**Exercise brief:**
Show all lines of the entries in which the word "notre" is found.
[Opening Data records section]
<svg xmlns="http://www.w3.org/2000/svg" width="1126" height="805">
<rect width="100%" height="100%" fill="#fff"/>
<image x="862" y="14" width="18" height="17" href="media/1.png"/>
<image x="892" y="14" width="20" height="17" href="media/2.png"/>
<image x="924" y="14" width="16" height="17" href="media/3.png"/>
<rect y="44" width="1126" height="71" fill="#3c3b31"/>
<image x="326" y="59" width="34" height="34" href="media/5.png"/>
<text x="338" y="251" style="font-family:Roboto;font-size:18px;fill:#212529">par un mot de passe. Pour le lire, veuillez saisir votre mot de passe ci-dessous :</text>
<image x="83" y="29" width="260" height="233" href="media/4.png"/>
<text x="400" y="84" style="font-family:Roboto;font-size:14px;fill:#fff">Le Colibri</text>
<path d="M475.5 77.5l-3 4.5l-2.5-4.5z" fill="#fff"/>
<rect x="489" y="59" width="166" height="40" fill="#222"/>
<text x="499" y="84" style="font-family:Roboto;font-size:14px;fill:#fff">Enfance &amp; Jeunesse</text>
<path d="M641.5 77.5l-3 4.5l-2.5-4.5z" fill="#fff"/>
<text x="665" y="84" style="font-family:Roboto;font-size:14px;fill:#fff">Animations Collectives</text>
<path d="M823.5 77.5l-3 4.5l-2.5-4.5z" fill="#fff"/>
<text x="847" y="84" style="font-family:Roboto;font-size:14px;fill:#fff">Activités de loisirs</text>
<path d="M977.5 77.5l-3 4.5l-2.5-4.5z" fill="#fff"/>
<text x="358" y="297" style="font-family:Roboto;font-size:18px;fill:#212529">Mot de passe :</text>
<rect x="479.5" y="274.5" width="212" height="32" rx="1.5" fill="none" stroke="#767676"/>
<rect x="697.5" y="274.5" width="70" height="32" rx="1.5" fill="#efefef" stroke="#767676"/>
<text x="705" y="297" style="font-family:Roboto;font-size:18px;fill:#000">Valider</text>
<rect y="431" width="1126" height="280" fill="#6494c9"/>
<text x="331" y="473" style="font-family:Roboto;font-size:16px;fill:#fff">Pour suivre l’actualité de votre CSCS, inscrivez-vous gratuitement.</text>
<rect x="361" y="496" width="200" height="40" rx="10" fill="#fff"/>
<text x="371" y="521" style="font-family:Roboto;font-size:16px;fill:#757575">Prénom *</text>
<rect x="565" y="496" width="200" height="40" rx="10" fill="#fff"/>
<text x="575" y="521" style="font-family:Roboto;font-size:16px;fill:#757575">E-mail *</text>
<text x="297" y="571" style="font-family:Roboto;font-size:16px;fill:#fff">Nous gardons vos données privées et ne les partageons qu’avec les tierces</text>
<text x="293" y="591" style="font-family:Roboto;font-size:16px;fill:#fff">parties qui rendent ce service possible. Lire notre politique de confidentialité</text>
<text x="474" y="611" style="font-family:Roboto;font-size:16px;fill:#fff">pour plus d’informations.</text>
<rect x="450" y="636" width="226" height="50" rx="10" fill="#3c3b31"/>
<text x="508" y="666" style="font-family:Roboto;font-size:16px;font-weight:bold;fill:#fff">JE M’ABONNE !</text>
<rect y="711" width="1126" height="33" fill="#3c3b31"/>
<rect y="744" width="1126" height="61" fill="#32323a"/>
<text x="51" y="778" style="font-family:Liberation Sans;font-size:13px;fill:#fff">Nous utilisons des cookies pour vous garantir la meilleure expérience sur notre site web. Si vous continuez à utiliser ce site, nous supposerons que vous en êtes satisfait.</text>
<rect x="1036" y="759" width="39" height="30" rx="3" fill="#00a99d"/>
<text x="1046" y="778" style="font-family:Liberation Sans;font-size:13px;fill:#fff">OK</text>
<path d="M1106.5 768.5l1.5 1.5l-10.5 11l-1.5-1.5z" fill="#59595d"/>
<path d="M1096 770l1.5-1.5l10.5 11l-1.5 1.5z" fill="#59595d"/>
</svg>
[Closing Data records section]
**Task result:**
<text x="293" y="591" style="font-family:Roboto;font-size:16px;fill:#fff">parties qui rendent ce service possible. Lire notre politique de confidentialité</text>
<text x="51" y="778" style="font-family:Liberation Sans;font-size:13px;fill:#fff">Nous utilisons des cookies pour vous garantir la meilleure expérience sur notre site web. Si vous continuez à utiliser ce site, nous supposerons que vous en êtes satisfait.</text>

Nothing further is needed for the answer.